**TASK REQUIREMENTS**: Single out the lines of the material that contain "Kaiserstraße" and copy them.

**RECORDS FOR THE TASK**:
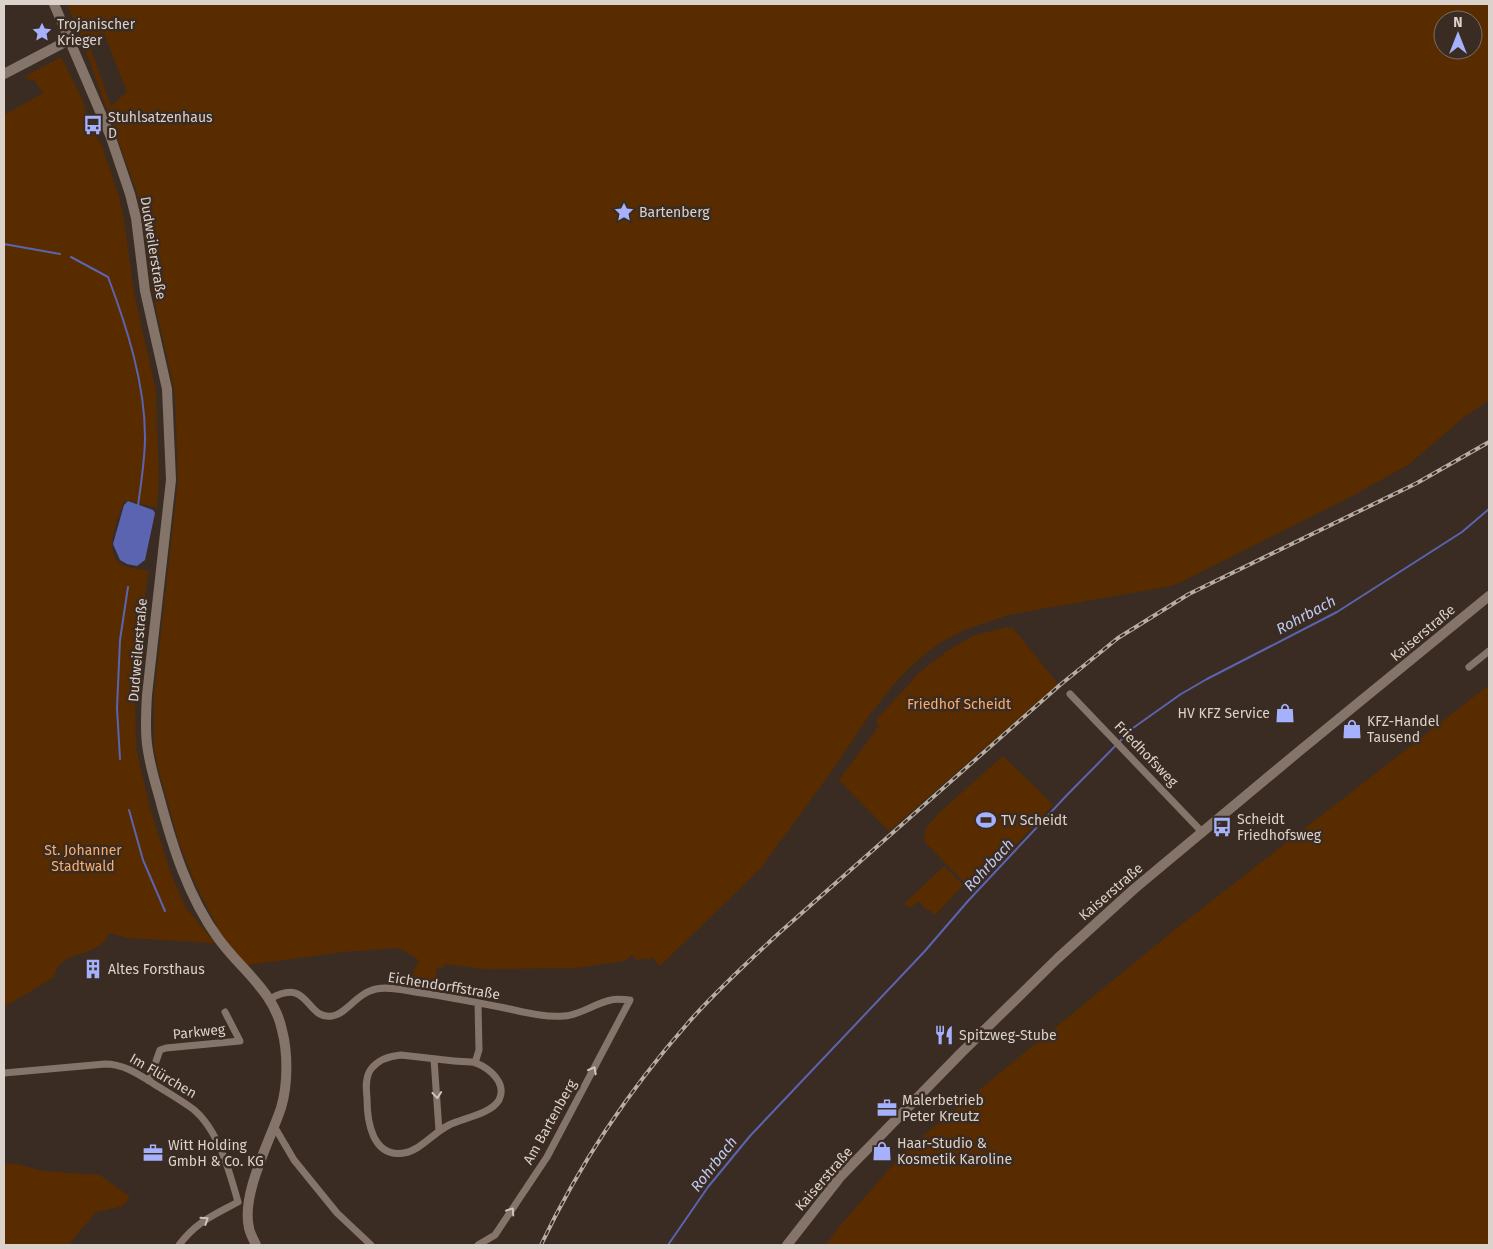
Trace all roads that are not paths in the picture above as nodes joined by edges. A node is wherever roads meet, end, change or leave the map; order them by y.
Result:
1 (54, 4) edge
2 (69, 40) junction
3 (4, 74) edge
4 (1489, 596) edge
5 (1489, 650) edge
6 (1469, 667) dead end
7 (1070, 694) dead end
8 (1202, 833) junction
9 (270, 999) junction
10 (630, 1000) joint
11 (478, 1003) junction
12 (225, 1012) dead end
13 (434, 1059) junction
14 (475, 1063) junction
15 (4, 1073) edge
16 (149, 1081) junction
17 (274, 1126) junction
18 (439, 1131) junction
19 (243, 1204) junction
20 (179, 1245) edge
21 (256, 1245) edge
22 (371, 1245) edge
23 (478, 1245) edge
24 (786, 1245) edge

1 - 2 street, Dudweilerstraße
2 - 3 street
2 - 9 street, Dudweilerstraße
4 - 8 street, Kaiserstraße
5 - 6 street
7 - 8 street, Friedhofsweg
8 - 24 street, Kaiserstraße
9 - 11 street, Eichendorffstraße
9 - 17 street, Dudweilerstraße
10 - 11 street, Eichendorffstraße
23 -> 10 street, Am Bartenberg
11 - 14 street
12 - 16 street, Parkweg
13 - 14 street
13 -> 18 street
13 - 18 street
14 - 18 street
15 - 16 street, Im Flürchen
16 - 19 street, Im Flürchen
17 - 19 street, Im Flürchen
17 - 22 street
20 -> 19 street
19 - 21 street, Im Flürchen

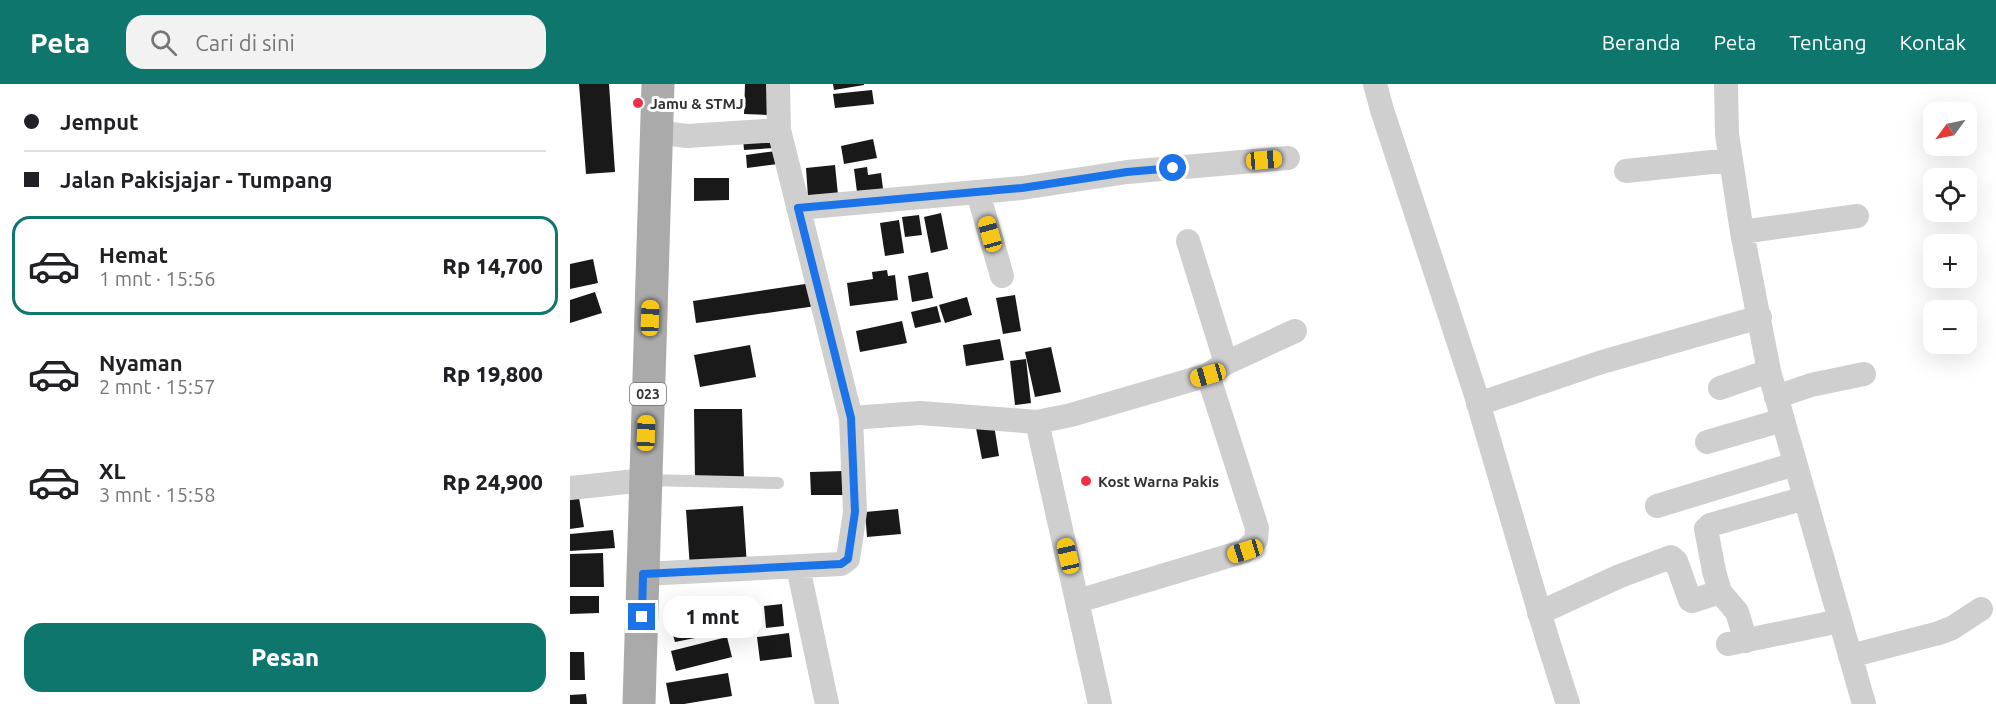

**TASK SOLUTION**:
4 - 8 street, Kaiserstraße
8 - 24 street, Kaiserstraße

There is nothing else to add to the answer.